Dir. Oliver Stone. Starring Woody Harrelson, Juliette Lewis, Robert Downey, Jr.

Anything which is even vaguely critical of its time and place is all too easily labeled a “satire,” and any time an open-class word gets overused it becomes diluted. We’ve lost something important in our cultural perception of satires: they’re supposed to be fun. Satires are humorous. Social critiques are serious. A satire which is too serious, or takes itself too seriously, is edging over to social critique and thus losing track of its own genre. Even if one no longer gets all of the in-jokes of early 18th Century British policy, Gulliver’s Travels is entertaining. “A Modest Proposal” remains famous because actually reading the thing is a real kick in the pants. Dr. Strangelove is a blast. The world of Armando Iannucci is incredibly funny, even though it’s best taken half an hour at a time. Even second-rate satires, like The Truman Show or American Psycho, have entertainment value. There’s very little that’s fun in either Bob & Carol & Ted & Alice or Natural Born Killers, and that seriously caps how much value either has as satire.

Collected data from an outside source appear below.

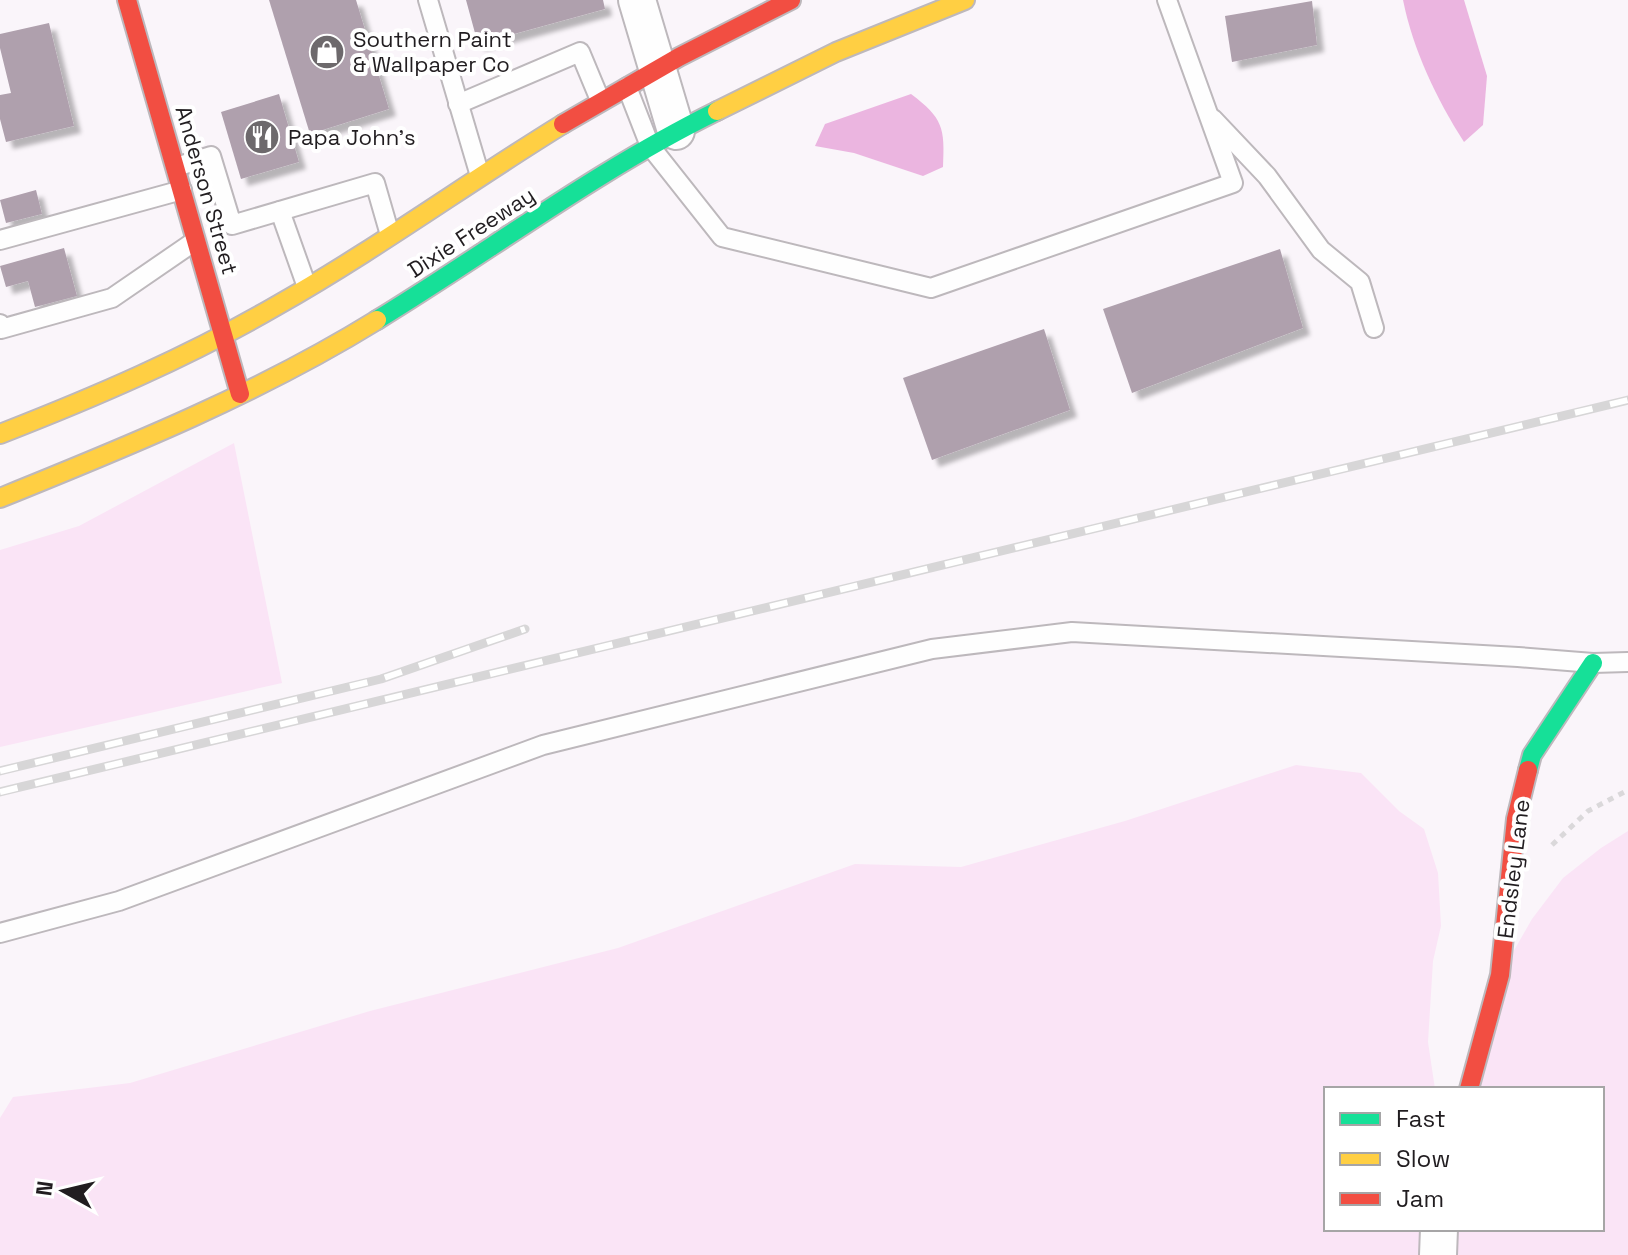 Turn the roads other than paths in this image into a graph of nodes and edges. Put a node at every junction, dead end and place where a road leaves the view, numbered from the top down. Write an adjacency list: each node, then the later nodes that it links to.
1 (127, 0): 13 (main road, Anderson Street)
2 (428, 0): 10 (lane)
3 (637, 0): 7 (street)
4 (791, 0): 7 (main road, Dixie Freeway)
5 (965, 0): 12 (main road, Dixie Freeway)
6 (1167, 0): 11 (lane)
7 (659, 68): 8 (main road, Dixie Freeway); 12 (street)
8 (626, 86): 9 (main road, Dixie Freeway); 12 (lane)
9 (600, 100): 10 (lane); 14 (main road, Dixie Freeway)
10 (458, 104): 14 (lane)
11 (1208, 114): 12 (lane); 22 (lane)
12 (663, 139): 24 (main road, Dixie Freeway)
13 (176, 167): 15 (main road, Anderson Street); 16 (lane)
14 (480, 176): 17 (main road, Dixie Freeway)
15 (182, 190): 18 (lane); 19 (main road, Anderson Street)
16 (280, 211): 17 (lane); 20 (lane)
17 (391, 237): 20 (main road, Dixie Freeway)
18 (0, 240)
19 (197, 240): 21 (lane); 23 (main road, Anderson Street)
20 (307, 288): 23 (main road, Dixie Freeway)
21 (0, 324)
22 (1374, 328)
23 (224, 335): 24 (main road, Anderson Street); 25 (main road, Dixie Freeway)
24 (240, 394): 26 (main road, Dixie Freeway)
25 (0, 434)
26 (0, 498)
27 (1628, 662): 28 (lane)
28 (1593, 663): 29 (lane); 30 (main road, Endsley Lane)
29 (0, 933)
30 (1470, 1087)
31 (1439, 1231): 32 (street)
32 (1438, 1255) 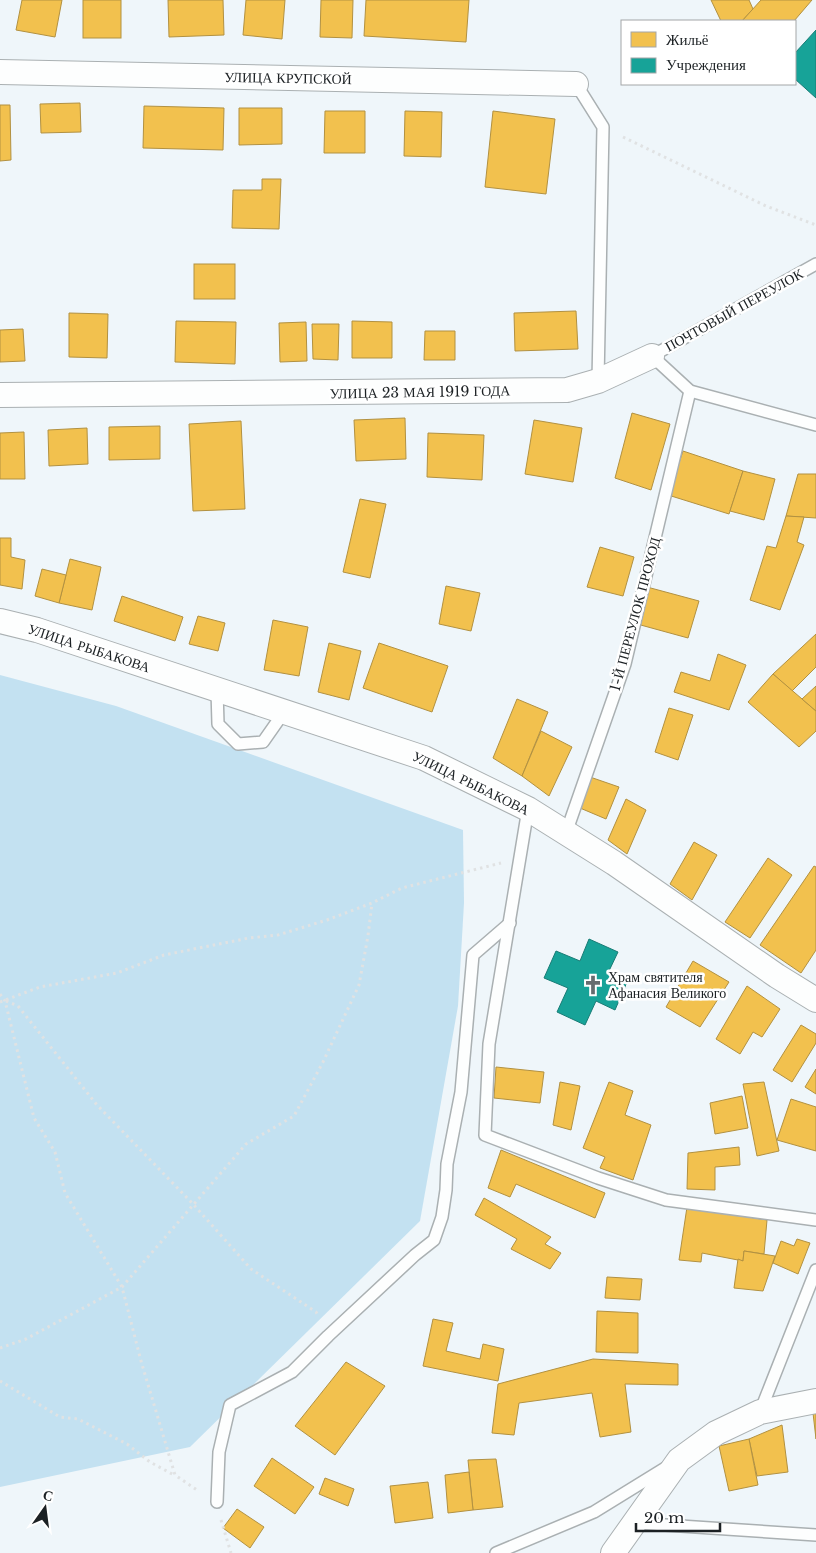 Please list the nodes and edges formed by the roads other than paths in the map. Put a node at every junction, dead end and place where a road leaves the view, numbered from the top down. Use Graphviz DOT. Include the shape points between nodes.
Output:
graph roads {
  1 [pos="0,72"];
  2 [pos="576,84"];
  3 [pos="816,264"];
  4 [pos="652,356"];
  5 [pos="598,381"];
  6 [pos="690,391"];
  7 [pos="0,396"];
  8 [pos="816,425"];
  9 [pos="0,621"];
  10 [pos="217,690"];
  11 [pos="284,712"];
  12 [pos="528,809"];
  13 [pos="566,833"];
  14 [pos="510,923"];
  15 [pos="816,1000"];
  16 [pos="816,1220"];
  17 [pos="816,1270"];
  18 [pos="816,1401"];
  19 [pos="760,1412"];
  20 [pos="679,1460"];
  21 [pos="217,1502"];
  22 [pos="635,1523"];
  23 [pos="816,1534"];
  24 [pos="496,1553"];
  25 [pos="613,1553"];
  1 -- 2 [label="street, УЛИЦА КРУПСКОЙ"];
  2 -- 5 [label="lane" via="603,127"];
  3 -- 4 [label="lane, ПОЧТОВЫЙ ПЕРЕУЛОК"];
  4 -- 5 [label="street, УЛИЦА 23 МАЯ 1919 ГОДА"];
  4 -- 6 [label="lane"];
  5 -- 7 [label="street, УЛИЦА 23 МАЯ 1919 ГОДА" via="567,390"];
  6 -- 8 [label="lane"];
  6 -- 13 [label="lane, 1-Й ПЕРЕУЛОК ПРОХОД" via="625,664"];
  9 -- 10 [label="street, УЛИЦА РЫБАКОВА" via="37,630"];
  10 -- 11 [label="street, УЛИЦА РЫБАКОВА"];
  10 -- 11 [label="lane" via="218,724 238,744 263,742"];
  11 -- 12 [label="street, УЛИЦА РЫБАКОВА" via="424,758"];
  12 -- 13 [label="street, УЛИЦА РЫБАКОВА"];
  12 -- 14 [label="lane"];
  13 -- 15 [label="street, УЛИЦА РЫБАКОВА"];
  14 -- 16 [label="lane" via="489,1044 485,1135 666,1200"];
  14 -- 21 [label="lane" via="473,954 461,1092 451,1138 442,1216 434,1240 292,1372 230,1405 219,1452"];
  17 -- 19 [label="lane"];
  18 -- 19 [label="street"];
  19 -- 20 [label="street" via="716,1432"];
  20 -- 22 [label="street"];
  20 -- 24 [label="lane" via="594,1512"];
  22 -- 23 [label="lane"];
  22 -- 25 [label="street"];
}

The former is a pretty slow brand of dull. An hour into the movie and nothing had actually happened, and not in the good way that you sometimes see in art films. The latter is dull in its own way, too secure in its belief that the excesses of the music video are forever and too sophomoric in its lazy “the media is really the one at fault” premise. There’s nothing fun about either movie, and they share that dubious honor of being satires which fail simply because they aren’t a joy to consume; they’re only smug, and smugness is really only fun for one person at a time. Worst of all, smug doesn’t age well. Jon Stewart’s Daily Show was a center-left bastion of chortling indignation until, a few years later, it turns out it blinded that group to larger issues while it simultaneously patted itself on the back. Bob & Carol & Ted & Alice makes a target of the emotionally “aware” haute bourgeois, a group of people with just enough spare time to “find” itself. Fifty years on, those haute bourgeois are no longer spouse-swapping but have instead looked within themselves and found the emotional truth of whatever Gwyneth Paltrow is hawking, whatever Jenny McCarthy is yelling, and whatever Vani Hari is preaching. Natural Born Killers makes a target of the media’s obsession with what makes a good headline. Twenty-five years on, we have the Internet (which frankly atomizes Natural Born Killers‘ belief that media happens to us into dust) and we have a twenty-four hour news cycle that does rather the same things Wayne Gale (Downey, Jr.) does in the film. This is not to suggest that a good satire destroys what it makes fun of, because that’s not how art works. All  the same it’s interesting to note that one of the highest-grossing American movies of 1969 and arguably the buzziest movie of 1994 have held their thumbs up to the world only to see the world (in this analogy an eighteen-wheeler) blow right past ’em.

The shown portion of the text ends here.